- ND 59 highlighted in red

Route information
- Maintained by NDDOT
- Length: 1.063 mi (1.711 km)
- Existed: c. 1953–present

Major junctions
- West end: I-29 / US 81 / CR 55 in Pembina
- East end: MN 171 at the Minnesota state line in Pembina

Location
- Country: United States
- State: North Dakota
- Counties: Pembina

Highway system
- North Dakota State Highway System; Interstate; US; State;
| ← ND 58 |  | → ND 60 |

= North Dakota Highway 59 =

State highway in North Dakota, U.S.

North Dakota Highway 59 (ND 59) is a state highway located entirely within Pembina County that connects Interstate 29 (I-29) and U.S. Route 81 (US 81) on the west side of Pembina, to Minnesota State Highway 171 (MN 171) at the Minnesota state line at the Red River.

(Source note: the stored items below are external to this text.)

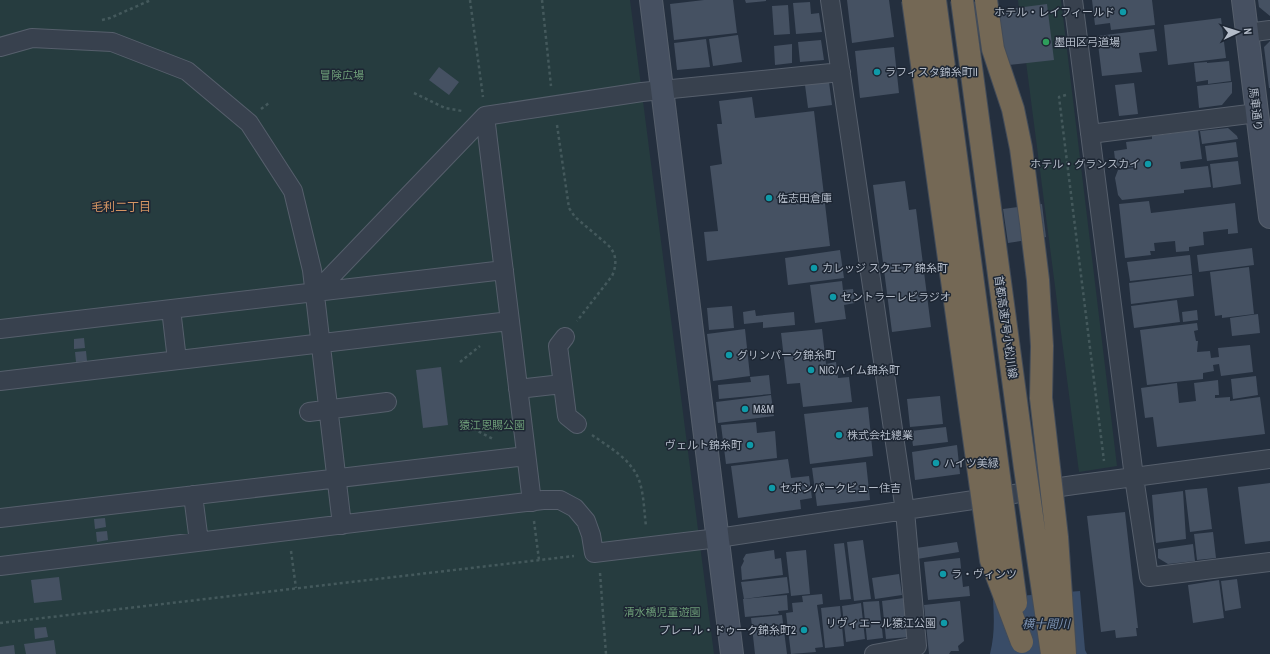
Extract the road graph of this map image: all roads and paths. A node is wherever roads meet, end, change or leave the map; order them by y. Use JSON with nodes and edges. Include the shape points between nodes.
{"nodes":[{"id":1,"x":470,"y":0,"type":"edge"},
{"id":2,"x":542,"y":0,"type":"edge"},
{"id":3,"x":650,"y":0,"type":"edge"},
{"id":4,"x":830,"y":0,"type":"edge"},
{"id":5,"x":913,"y":0,"type":"edge"},
{"id":6,"x":934,"y":0,"type":"edge"},
{"id":7,"x":962,"y":0,"type":"edge"},
{"id":8,"x":986,"y":0,"type":"edge"},
{"id":9,"x":1074,"y":0,"type":"edge"},
{"id":10,"x":1243,"y":0,"type":"edge"},
{"id":11,"x":1270,"y":30,"type":"edge"},
{"id":12,"x":1247,"y":33,"type":"junction"},
{"id":13,"x":0,"y":47,"type":"edge"},
{"id":14,"x":841,"y":72,"type":"junction"},
{"id":15,"x":662,"y":91,"type":"junction"},
{"id":16,"x":414,"y":93,"type":"dead end"},
{"id":17,"x":1067,"y":95,"type":"dead end"},
{"id":18,"x":554,"y":105,"type":"junction"},
{"id":19,"x":1257,"y":113,"type":"junction"},
{"id":20,"x":485,"y":116,"type":"junction"},
{"id":21,"x":1090,"y":134,"type":"junction"},
{"id":22,"x":1268,"y":191,"type":"edge"},
{"id":23,"x":1270,"y":217,"type":"edge"},
{"id":24,"x":504,"y":270,"type":"junction"},
{"id":25,"x":315,"y":292,"type":"junction"},
{"id":26,"x":171,"y":310,"type":"junction"},
{"id":27,"x":510,"y":321,"type":"junction"},
{"id":28,"x":0,"y":329,"type":"edge"},
{"id":29,"x":565,"y":337,"type":"joint"},
{"id":30,"x":321,"y":344,"type":"junction"},
{"id":31,"x":177,"y":360,"type":"junction"},
{"id":32,"x":0,"y":381,"type":"edge"},
{"id":33,"x":562,"y":384,"type":"junction"},
{"id":34,"x":518,"y":389,"type":"junction"},
{"id":35,"x":387,"y":402,"type":"dead end"},
{"id":36,"x":328,"y":409,"type":"junction"},
{"id":37,"x":309,"y":412,"type":"dead end"},
{"id":38,"x":578,"y":424,"type":"joint"},
{"id":39,"x":526,"y":456,"type":"junction"},
{"id":40,"x":1270,"y":459,"type":"edge"},
{"id":41,"x":1105,"y":468,"type":"dead end"},
{"id":42,"x":1134,"y":477,"type":"junction"},
{"id":43,"x":337,"y":478,"type":"junction"},
{"id":44,"x":193,"y":495,"type":"junction"},
{"id":45,"x":532,"y":502,"type":"junction"},
{"id":46,"x":905,"y":511,"type":"junction"},
{"id":47,"x":0,"y":518,"type":"edge"},
{"id":48,"x":342,"y":524,"type":"junction"},
{"id":49,"x":289,"y":531,"type":"junction"},
{"id":50,"x":718,"y":538,"type":"junction"},
{"id":51,"x":199,"y":542,"type":"junction"},
{"id":52,"x":649,"y":546,"type":"junction"},
{"id":53,"x":596,"y":553,"type":"junction"},
{"id":54,"x":539,"y":560,"type":"junction"},
{"id":55,"x":1270,"y":562,"type":"edge"},
{"id":56,"x":0,"y":566,"type":"edge"},
{"id":57,"x":296,"y":588,"type":"junction"},
{"id":58,"x":0,"y":623,"type":"edge"},
{"id":59,"x":606,"y":654,"type":"edge"},
{"id":60,"x":732,"y":654,"type":"edge"},
{"id":61,"x":874,"y":654,"type":"edge"},
{"id":62,"x":1052,"y":654,"type":"edge"},
{"id":63,"x":1065,"y":654,"type":"edge"}],
"edges":[{"from":1,"to":20,"type":"path"},
{"from":2,"to":18,"type":"path"},
{"from":3,"to":15,"type":"street"},
{"from":4,"to":14,"type":"street"},
{"from":5,"to":6,"type":"highway","bridge":true,"via":[[991,560],[1022,642]]},
{"from":7,"to":62,"type":"highway","name":"首都高速7号小松川線","bridge":true},
{"from":8,"to":63,"type":"highway","bridge":true,"via":[[993,49],[1013,109],[1021,148],[1038,280],[1041,398],[1057,537]]},
{"from":9,"to":21,"type":"street"},
{"from":10,"to":12,"type":"street","name":"馬車通り"},
{"from":11,"to":12,"type":"street"},
{"from":12,"to":19,"type":"street","name":"馬車通り"},
{"from":13,"to":25,"type":"street","via":[[32,38],[112,42],[187,71],[249,123],[292,191]]},
{"from":14,"to":15,"type":"street"},
{"from":14,"to":46,"type":"street"},
{"from":15,"to":18,"type":"street"},
{"from":15,"to":50,"type":"street"},
{"from":16,"to":20,"type":"path","via":[[445,108]]},
{"from":17,"to":41,"type":"path","via":[[1060,97]]},
{"from":18,"to":20,"type":"street"},
{"from":18,"to":29,"type":"path","via":[[569,208],[612,249],[615,258],[614,270],[607,283]]},
{"from":19,"to":21,"type":"street"},
{"from":19,"to":22,"type":"street","name":"馬車通り"},
{"from":20,"to":24,"type":"street"},
{"from":20,"to":25,"type":"street"},
{"from":21,"to":42,"type":"street"},
{"from":22,"to":23,"type":"street","name":"馬車通り"},
{"from":24,"to":25,"type":"street"},
{"from":24,"to":27,"type":"street"},
{"from":25,"to":26,"type":"street"},
{"from":25,"to":30,"type":"street"},
{"from":26,"to":28,"type":"street"},
{"from":26,"to":31,"type":"street"},
{"from":27,"to":30,"type":"street"},
{"from":27,"to":34,"type":"street"},
{"from":29,"to":33,"type":"street","via":[[558,346]]},
{"from":30,"to":31,"type":"street"},
{"from":30,"to":36,"type":"street"},
{"from":31,"to":32,"type":"street"},
{"from":33,"to":34,"type":"street"},
{"from":33,"to":38,"type":"street","via":[[567,416]]},
{"from":34,"to":39,"type":"street"},
{"from":35,"to":36,"type":"street"},
{"from":36,"to":37,"type":"street"},
{"from":36,"to":43,"type":"street"},
{"from":38,"to":52,"type":"path","via":[[628,462],[634,470],[641,488]]},
{"from":39,"to":43,"type":"street"},
{"from":39,"to":45,"type":"street"},
{"from":40,"to":42,"type":"street"},
{"from":42,"to":46,"type":"street"},
{"from":42,"to":55,"type":"street","via":[[1149,577]]},
{"from":43,"to":44,"type":"street"},
{"from":43,"to":48,"type":"street"},
{"from":44,"to":47,"type":"street"},
{"from":44,"to":51,"type":"street"},
{"from":45,"to":48,"type":"street"},
{"from":45,"to":53,"type":"street","via":[[560,500],[575,508],[586,521]]},
{"from":45,"to":54,"type":"path"},
{"from":46,"to":50,"type":"street"},
{"from":46,"to":61,"type":"street","via":[[917,646]]},
{"from":48,"to":49,"type":"street"},
{"from":49,"to":51,"type":"street"},
{"from":49,"to":57,"type":"path"},
{"from":50,"to":52,"type":"street"},
{"from":50,"to":60,"type":"street"},
{"from":51,"to":56,"type":"street"},
{"from":52,"to":53,"type":"street"},
{"from":53,"to":54,"type":"path"},
{"from":53,"to":59,"type":"path"},
{"from":54,"to":57,"type":"path"},
{"from":57,"to":58,"type":"path"}]}
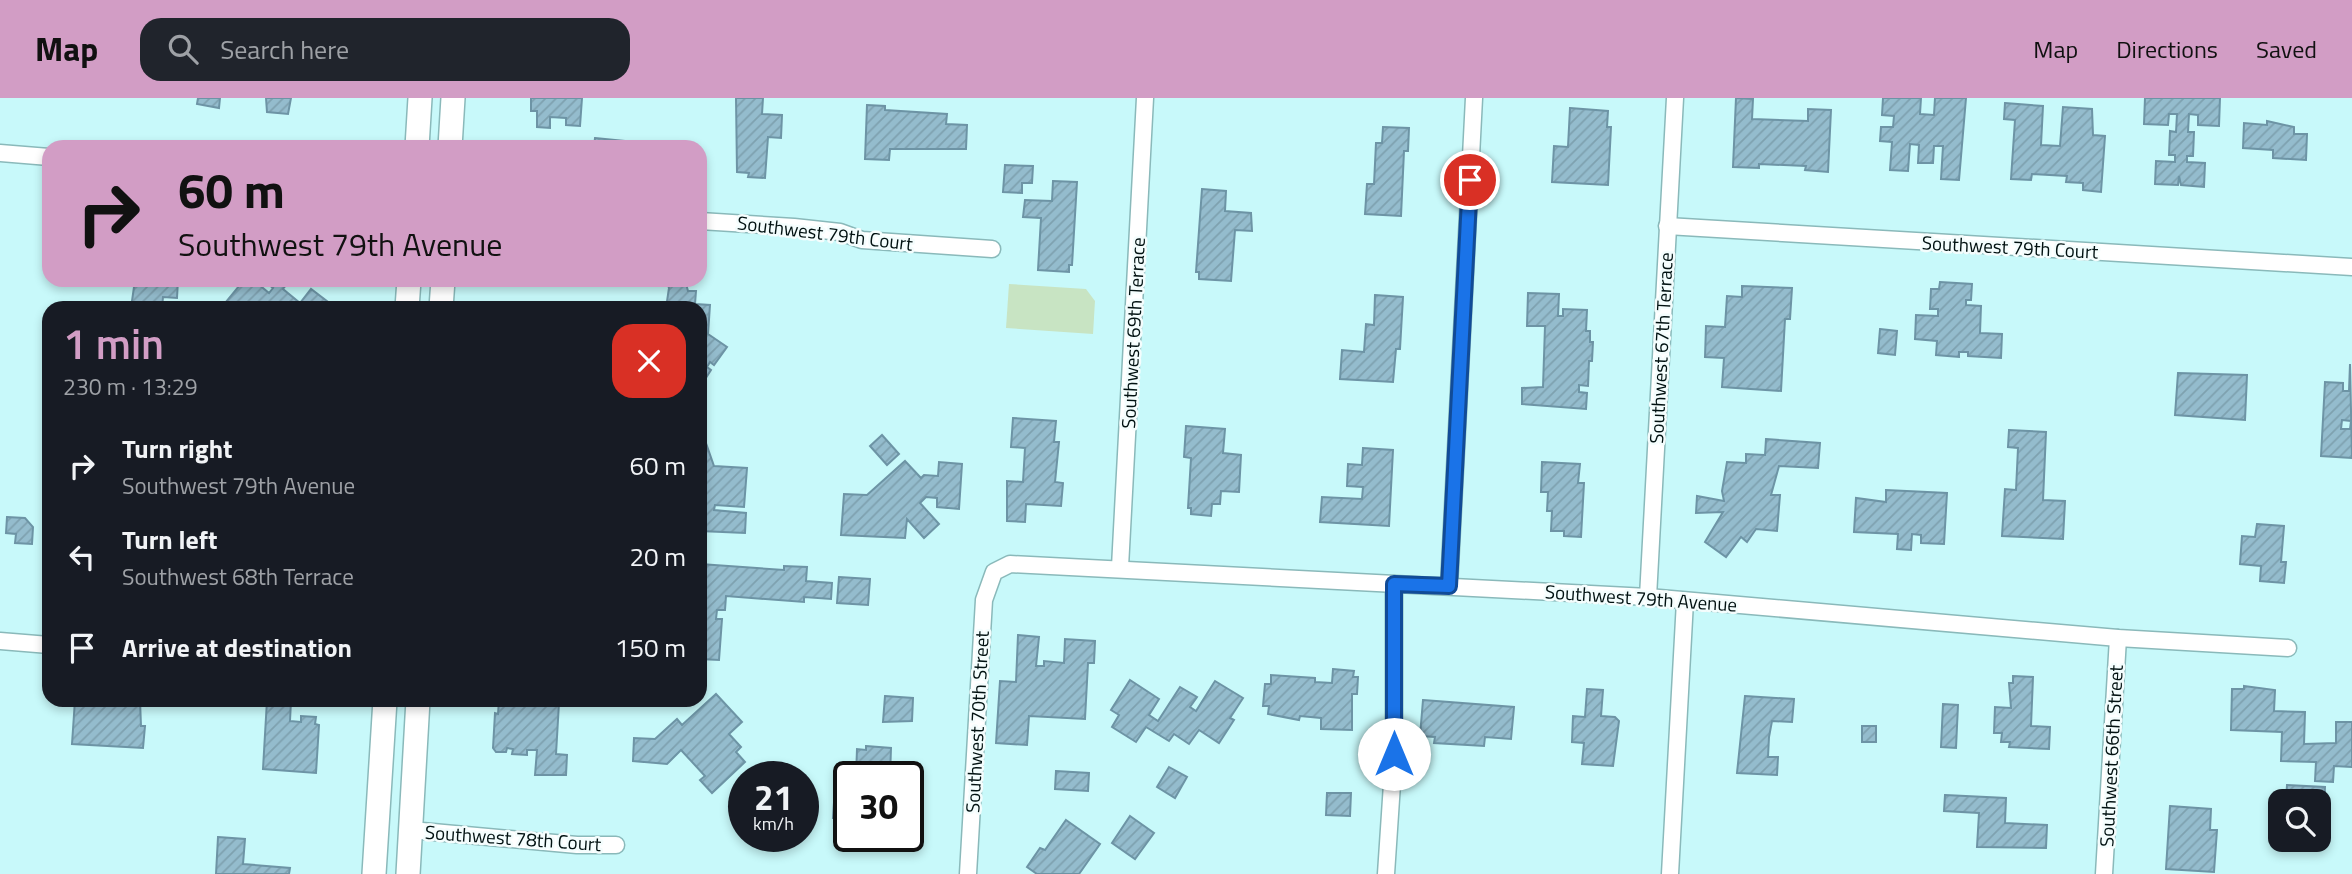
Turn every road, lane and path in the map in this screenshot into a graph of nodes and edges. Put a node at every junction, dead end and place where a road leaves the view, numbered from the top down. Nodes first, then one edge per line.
1 (420, 98) edge
2 (453, 98) edge
3 (1145, 98) edge
4 (1474, 98) edge
5 (1675, 98) edge
6 (417, 140) edge
7 (450, 140) edge
8 (0, 153) edge
9 (42, 156) edge
10 (707, 221) edge
11 (1667, 226) junction
12 (992, 249) dead end
13 (2352, 267) edge
14 (1120, 567) junction
15 (994, 572) joint
16 (1394, 584) junction
17 (1449, 586) junction
18 (1648, 597) junction
19 (1685, 601) junction
20 (2118, 638) junction
21 (0, 642) edge
22 (42, 645) edge
23 (2288, 648) dead end
24 (385, 707) edge
25 (418, 707) edge
26 (411, 830) junction
27 (616, 845) dead end
28 (374, 874) edge
29 (408, 874) edge
30 (968, 874) edge
31 (1386, 874) edge
32 (1670, 874) edge
33 (2105, 874) edge

1 - 6 main road
2 - 7 main road
3 - 14 street, Southwest 69th Terrace
4 - 17 street
5 - 11 street, Southwest 67th Terrace
8 - 9 street
10 - 12 street, Southwest 79th Court
11 - 13 street, Southwest 79th Court
11 - 18 street, Southwest 67th Terrace
14 - 15 street, Southwest 79th Avenue
14 - 16 street, Southwest 79th Avenue
15 - 30 street, Southwest 70th Street
16 - 17 street, Southwest 79th Avenue
16 - 31 street
17 - 18 street, Southwest 79th Avenue
18 - 19 street, Southwest 79th Avenue
19 - 20 street, Southwest 79th Avenue
19 - 32 street
20 - 23 street, Southwest 79th Avenue
20 - 33 street, Southwest 66th Street
21 - 22 street
24 - 28 main road
25 - 26 main road
26 - 27 street, Southwest 78th Court
26 - 29 main road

The entire route runs along the western and northern edges of Pembina as a two lane highway.

==Route description==
ND 59 starts at a diamond interchange with I-29 on the western edge of Pembina. It turns north and follows the western and northern edges of the small town, acting as a bypass to through traffic. The route the crosses a bridge over the Red River, crossing the Minnesota state line and continuing east as MN 171.

==History==
ND 59, along with adjoining MN 171, was formerly part of U.S. Highway 59 (US 59), being assigned the designation in 1935. In the 1950s, US 59 was rerouted onto a new alignment from Lancaster, Minnesota north to a new border crossing with Canada. While a new designation of MN 171 was given to a section of the former route, ND 59 was relinquished to a state highway, though it kept its old route number of 59 and has not changed since.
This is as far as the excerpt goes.